1. Some inspirational words on a Monday morning // 2. A picture of the amazing view walking on the Brooklyn bridge towards Manhattan // 3. Me posing in front of a red wall on out way to 1 Hotel in Brooklyn

1. Street art in Williamsburg // 2. A cute place with pink doors in Nyc, Sel Rose // 3. Some fresh fruit in Palma

I think all of you are aware about my Instagram obsession! I just love taking pictures, edit them nicely and then put it up along with a caption. It isn't always easy but so much fun!

I've actually gotten a lot of comments and credits lately for my pictures and feed. Thought I'd tell you quick how I do it.

First of all I take and post pictures of things I like and that I think that are pretty/cool/inspiring! You'll never find that energy and time to put on Instagram if it doesn't give you anything back. It gives me joy and it's like a dairy for me, but in pictures. Just love scrolling back at look at old memories and adventures.

I hate blurry and dark pictures, well I don't hate it. But I've chosen to have a bright and colorful Instagram feed so indoor pictures just doesn't cut it. It's sad sometimes cause I have a lot of pretty moments captured on pictures with my friends that are too dark to post. Thankfully I have this blog for occasions like that!

I try so stay to the same filters and warm vibe on all of my pictures to make it nice and pleasant to look at. I never post two similar pictures next to each other and I try to have some space between selfies, food pictures and full body pictures.

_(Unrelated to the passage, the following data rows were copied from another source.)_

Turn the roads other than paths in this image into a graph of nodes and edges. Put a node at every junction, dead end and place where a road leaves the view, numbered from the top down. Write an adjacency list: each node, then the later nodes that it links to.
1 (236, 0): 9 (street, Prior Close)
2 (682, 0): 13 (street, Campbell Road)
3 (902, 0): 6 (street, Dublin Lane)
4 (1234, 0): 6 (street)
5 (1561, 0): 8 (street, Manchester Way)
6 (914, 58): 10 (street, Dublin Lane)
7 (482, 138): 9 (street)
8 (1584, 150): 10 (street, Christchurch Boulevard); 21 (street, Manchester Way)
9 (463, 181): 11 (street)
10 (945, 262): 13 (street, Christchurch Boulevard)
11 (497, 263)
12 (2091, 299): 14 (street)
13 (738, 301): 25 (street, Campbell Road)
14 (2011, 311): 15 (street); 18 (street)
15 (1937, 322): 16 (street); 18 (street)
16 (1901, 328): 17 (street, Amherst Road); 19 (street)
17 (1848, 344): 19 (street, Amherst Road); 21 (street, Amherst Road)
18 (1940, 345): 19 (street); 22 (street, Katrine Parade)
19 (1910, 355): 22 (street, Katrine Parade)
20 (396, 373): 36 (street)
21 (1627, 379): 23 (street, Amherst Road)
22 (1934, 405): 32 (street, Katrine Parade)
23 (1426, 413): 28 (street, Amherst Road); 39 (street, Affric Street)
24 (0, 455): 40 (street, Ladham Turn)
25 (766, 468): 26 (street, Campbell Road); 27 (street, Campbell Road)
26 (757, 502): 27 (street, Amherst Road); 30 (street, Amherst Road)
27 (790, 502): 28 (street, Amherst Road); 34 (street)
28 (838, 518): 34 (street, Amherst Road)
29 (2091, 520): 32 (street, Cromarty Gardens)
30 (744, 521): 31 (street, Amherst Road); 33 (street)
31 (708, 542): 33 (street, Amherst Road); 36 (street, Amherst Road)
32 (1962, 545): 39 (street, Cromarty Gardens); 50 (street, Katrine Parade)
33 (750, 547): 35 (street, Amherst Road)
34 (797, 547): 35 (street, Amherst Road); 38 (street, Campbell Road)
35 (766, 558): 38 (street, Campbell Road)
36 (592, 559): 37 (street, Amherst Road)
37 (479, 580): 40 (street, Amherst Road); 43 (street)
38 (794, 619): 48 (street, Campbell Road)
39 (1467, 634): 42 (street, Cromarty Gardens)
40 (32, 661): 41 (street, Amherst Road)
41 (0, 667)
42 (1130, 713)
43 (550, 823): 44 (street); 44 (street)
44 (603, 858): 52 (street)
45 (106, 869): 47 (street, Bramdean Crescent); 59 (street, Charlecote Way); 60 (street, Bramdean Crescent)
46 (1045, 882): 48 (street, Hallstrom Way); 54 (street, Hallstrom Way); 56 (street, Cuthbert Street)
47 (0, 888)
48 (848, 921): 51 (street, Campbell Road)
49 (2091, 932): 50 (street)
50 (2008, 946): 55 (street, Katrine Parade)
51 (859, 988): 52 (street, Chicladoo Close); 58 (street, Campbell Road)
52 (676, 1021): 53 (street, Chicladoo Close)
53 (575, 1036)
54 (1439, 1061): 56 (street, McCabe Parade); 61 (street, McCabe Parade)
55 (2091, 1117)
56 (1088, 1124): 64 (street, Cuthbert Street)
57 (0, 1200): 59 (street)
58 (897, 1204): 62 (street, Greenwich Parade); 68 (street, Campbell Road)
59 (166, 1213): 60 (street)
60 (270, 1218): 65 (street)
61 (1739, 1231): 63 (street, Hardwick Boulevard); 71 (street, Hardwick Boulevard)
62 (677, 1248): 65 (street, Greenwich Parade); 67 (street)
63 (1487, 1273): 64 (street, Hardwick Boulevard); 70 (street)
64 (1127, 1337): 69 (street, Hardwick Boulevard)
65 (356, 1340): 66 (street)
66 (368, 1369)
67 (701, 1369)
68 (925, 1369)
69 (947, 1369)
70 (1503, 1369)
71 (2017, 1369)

I mix it up with random quotes, street pictures and beautiful things. I try to find a balance between red, blue, green and yellow in the feed. To maintain that in an easy way every forth picture is blue, like the sky. Haha as you can see it's a lot to think about. That's why I do a lot of throwbacks to make it work. So there's a lot of energy and time that goes in there but it's like my hobby haha so I don't mind.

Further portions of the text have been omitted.